Oleg licked his lips, sweat dripping from his mustache. Then came the scream—like vine-ripened terror plucked at the perfect moment. So juicy. So fresh. As the man’s lipids bled into his clothing through cracks in the skin, his fear and agony bled into the crowd. After barreling into open lawn, the man froze, rigid with pain. He arched his back, head only inches from the ground. Finally, the low, wispy flames creeping over the surface of his body erupted.
They burst from his thighs, his buttocks, his chest, his hands. Surging from his opened throat, the flames extinguished his voice. Oleg commenced his stroll through the panicked crowd. In another moment the man’s soul would vanish, gone in a puff as his ashes collapsed to earth. But Oleg had greater business to attend to, and he would relish the expression on her face when she realized how far he was willing to stretch the boundaries of their arrangement. He wished to erase the smug look she’d worn when they last parted.

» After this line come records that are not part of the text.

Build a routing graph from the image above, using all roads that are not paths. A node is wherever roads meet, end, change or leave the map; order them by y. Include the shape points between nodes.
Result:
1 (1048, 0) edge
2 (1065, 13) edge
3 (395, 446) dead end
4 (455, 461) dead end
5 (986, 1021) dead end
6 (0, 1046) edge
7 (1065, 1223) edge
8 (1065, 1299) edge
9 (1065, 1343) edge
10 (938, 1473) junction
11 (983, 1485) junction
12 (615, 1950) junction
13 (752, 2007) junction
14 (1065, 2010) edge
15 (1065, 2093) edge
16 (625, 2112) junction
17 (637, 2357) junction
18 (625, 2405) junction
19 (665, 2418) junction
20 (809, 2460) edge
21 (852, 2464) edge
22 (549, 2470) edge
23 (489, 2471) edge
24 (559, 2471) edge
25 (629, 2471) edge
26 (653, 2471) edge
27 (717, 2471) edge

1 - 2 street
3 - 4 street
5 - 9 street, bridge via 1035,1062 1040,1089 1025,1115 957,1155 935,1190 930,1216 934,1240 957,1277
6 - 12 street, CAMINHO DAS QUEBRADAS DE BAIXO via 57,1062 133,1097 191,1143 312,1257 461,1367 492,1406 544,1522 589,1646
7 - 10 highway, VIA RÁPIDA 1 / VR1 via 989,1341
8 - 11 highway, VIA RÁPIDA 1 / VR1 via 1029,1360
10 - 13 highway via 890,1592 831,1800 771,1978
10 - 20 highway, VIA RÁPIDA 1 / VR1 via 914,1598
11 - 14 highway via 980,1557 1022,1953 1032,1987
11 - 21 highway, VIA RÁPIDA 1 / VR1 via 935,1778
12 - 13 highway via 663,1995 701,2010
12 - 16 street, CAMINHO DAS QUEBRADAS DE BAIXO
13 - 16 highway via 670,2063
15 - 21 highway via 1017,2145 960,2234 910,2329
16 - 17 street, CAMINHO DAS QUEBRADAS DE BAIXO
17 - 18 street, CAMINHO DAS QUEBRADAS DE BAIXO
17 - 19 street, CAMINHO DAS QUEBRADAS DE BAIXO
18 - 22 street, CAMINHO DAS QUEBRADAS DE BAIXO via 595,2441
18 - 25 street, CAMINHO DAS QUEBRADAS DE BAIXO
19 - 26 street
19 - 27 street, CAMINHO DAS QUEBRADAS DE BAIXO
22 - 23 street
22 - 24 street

His two fingers mimicking a pistol, he predicted each combustion—an attractive debutant, a banker with a lazy eye. Swirling storms of flame burst from human islands—friends, lovers, spouses absent during their final moment—nothing left but green grass, a private hell, and purifying fire.
The heat and stench licked Oleg’s skin, beads of sweat forming on his forehead, dripping down the ridge of his nose. He split the herd. Stepping over bodies spent of fuel, crushing brittle skulls with his heel, retarding tongues of flame through sheer discipline—he imposed an angry contrast from the corrupt chattel of government and the slaves to wealth surrounding him. Their own predictable indulgence forfeited them to the flames. Tonight he freed them from the illusion of a happiness found in others’ misery.
The pathetic ones too weak to flee dropped with limp thuds, overcome by artificial heatstroke. With a sigh of contentment he spotted her and her associates through the thinning herd, cowering by the refreshments he’d laced with dinitrophenol. Let her taste my loss. The temporary light of human torches faded as his demonstration ran its course. Out from the shadows and brimming with anticipation, Oleg approached the band of four.
Ms. Lloyd, the sheriff, his daughter and the new pet, State Senator Starr. An interesting one that. Might have been great man, but for corruption of vanity. Oleg leveled his parasol, took aim at the sheriff’s chest and squeezed the handle. An eruption of gases built within the hollow of its chamber as a tiny pellet of lithium interacted with water. Oleg watched realization crest in the eyes of his enemies, the senator first. Bursting from the umbrella’s tip at 200 meters per second, the projectile struck the spontaneous Senator Starr in the fat of his ass as he attempted to play the hero. Laughing, Oleg turned to go. Fate always allows for worthy improvisation.